My Take: iPad2 is the best tablet on the market today. BUT…
Surprised? Well have you picked up a friggin’ iPad2 lately? It’s a thing of beauty. With their cases on side-by-side, the TouchPad is a friggin’ porker, I’m sorry. When David pointed this out, I was only able to stammer HP’s excuse about Beats Audio speakers and Touchstone coils… but c’mon let’s cut the crap, HP. Expandable memory or HDMI out would have been a much more desirable excuse. Meanwhile, the iPad2 is an engineering marvel from a hardware perspective. Many have argued the iPad2′s reduced weight is only barely perceptible versus the TouchPad but yeah, I could tell I was holding a lighter device every time I picked the iPad2 up. Plus, the software is buttery smooth. It don’t get no smoother, folks. Scrolls almost never hung and apps (many of which were at least decent) loaded almost instantaneously. Zooming out a bit more, I may not like Apple’s “walled garden” approach or even their way of doing business… but they’re obviously the ones blazing the trail here. All in all, compared to the competition as it is today, the iPad2 is the best tablet on the market. … Excuse me for a bit while I go wash my hands a few hundred times. ;)
BUT…
It’s not for me. While I inwardly gushed over the iPad’s many redeeming qualities, my appreciation for webOS on a tablet only grew while using it. See, I think I have it pegged… by design, iOS is meant to get out of the way, and it’s all about the apps. My problem with that is the OS doesn’t really do anything to facilitate your interaction with these apps. Sure, the folders are a good idea, but interacting with a stock iPad2 still remains a very linear experience. Tap in, tap out. Tap in, tap out. It just doesn’t flow. (Sound familiar?)

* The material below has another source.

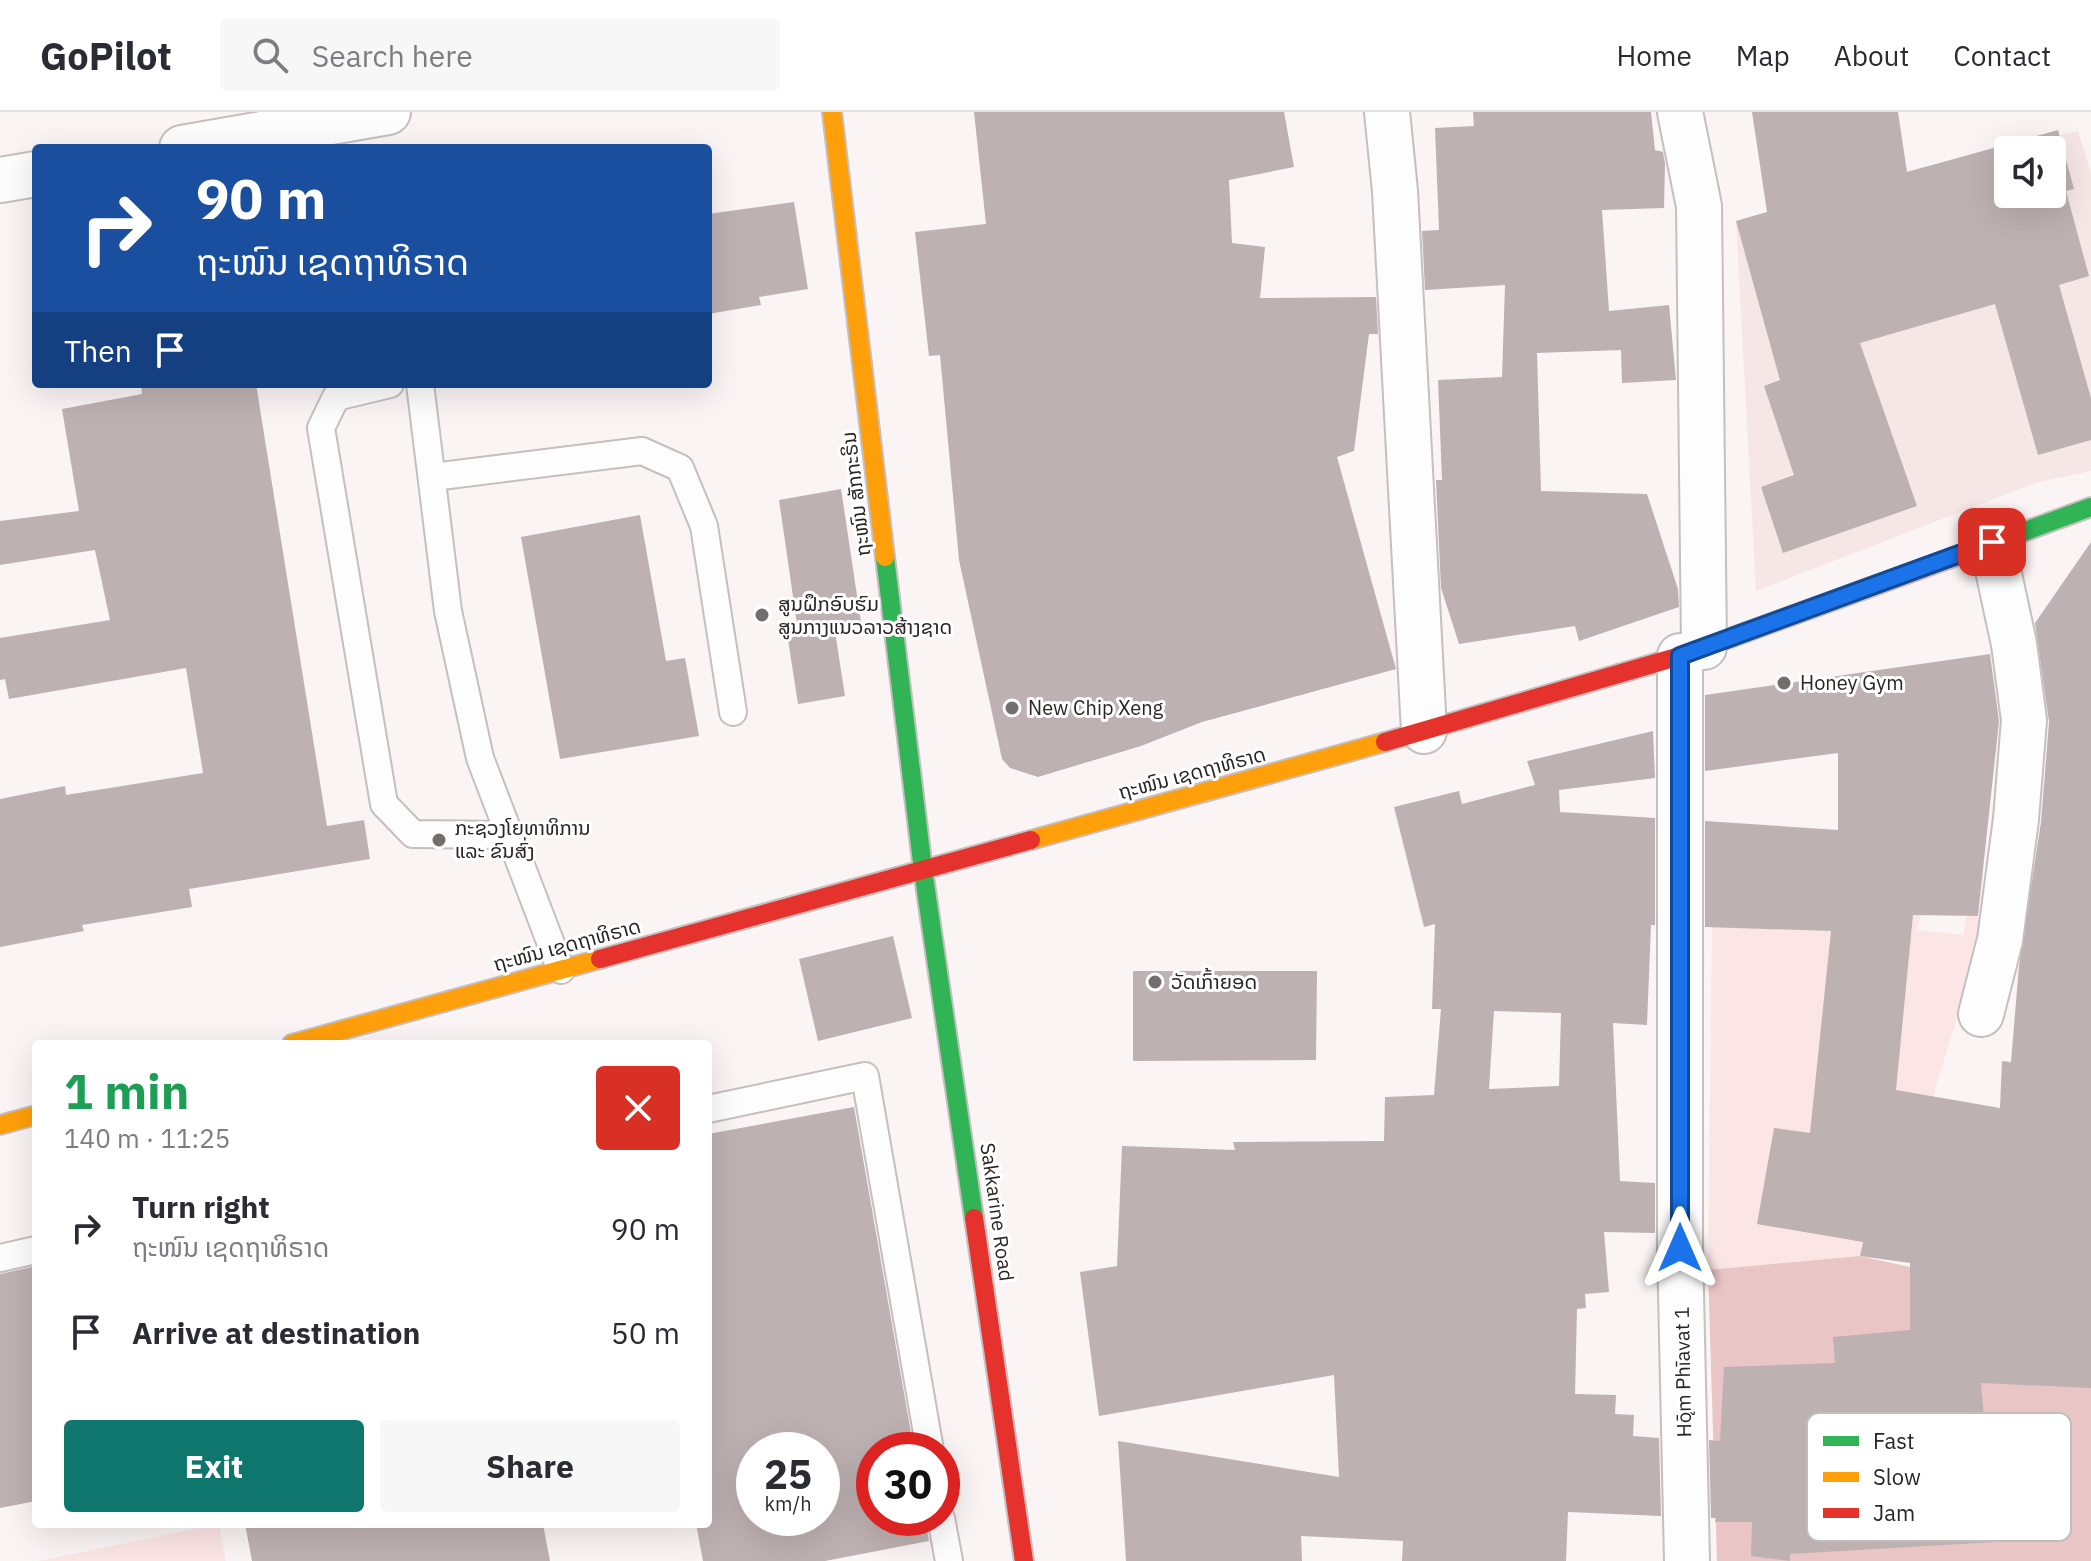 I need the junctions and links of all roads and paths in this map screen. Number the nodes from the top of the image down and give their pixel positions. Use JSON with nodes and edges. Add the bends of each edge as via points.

Not only that, I’m convinced Apple would rather you use tons of apps than freely browse the web. As much as the TouchPad’s browser needs to improve (seriously HP, keep working on this), browsing on the iPad2′s browser felt like an incomplete experience. Yes, I know this is controversial, and yes, I’m talking about Flash. I don’t care if it’s buggy, I don’t care if it’s doomed to die a slow painful death as Jobs would have you believe… but right now, today, a browser without Flash is an incomplete one indeed. It’s one thing to have tons of apps for an optimized experience. But as in the iPad2′s case, it’s another to cover up the fact that iOS cannot bring you the full web. That Apple has no intention to do so in the short-term bothers me. [As if on cue, go here for a much more eloquent take on this. -Ed]
Contrary to the TouchPad’s case, I’m not sure another two weeks with the iPad2 would have changed my opinion on these things. And, quite frankly, it’s hard for me to see oodles of untapped potential in iOS unless some paradigm shift in its inner-workings takes place.
As for YOU, TouchPad…
I’ve seen the potential in webOS since January of 2009. But that’s a damn long time to be seeing that which has yet to materialize. Sure, there’s been innovations, tweaks, and optimizations – Rome wasn’t built in a day, after all. But even in webOS 3.0, we users have had to deal with the same tiring issues – lags, freezes, battery life issues, lack of apps – for far too long, much less see our beloved OS take a revolutionary step forward where the market takes notice. I know there’s plenty of explanations and excuses and promises of that which is yet to come, but there comes a point where “chasing a dream” loses its luster, even for a starry-eyed webOS die-hard like myself.
As I left David’s apartment, he was proudly streaming Netflix wirelessly to his Apple TV from his iPad2 – obviously glad to have it back. Sitting in my car, I looked down at my TouchPad, blankly swiping cards to and fro… wondering if I had yet another investment in the name of under-developed potential left in me.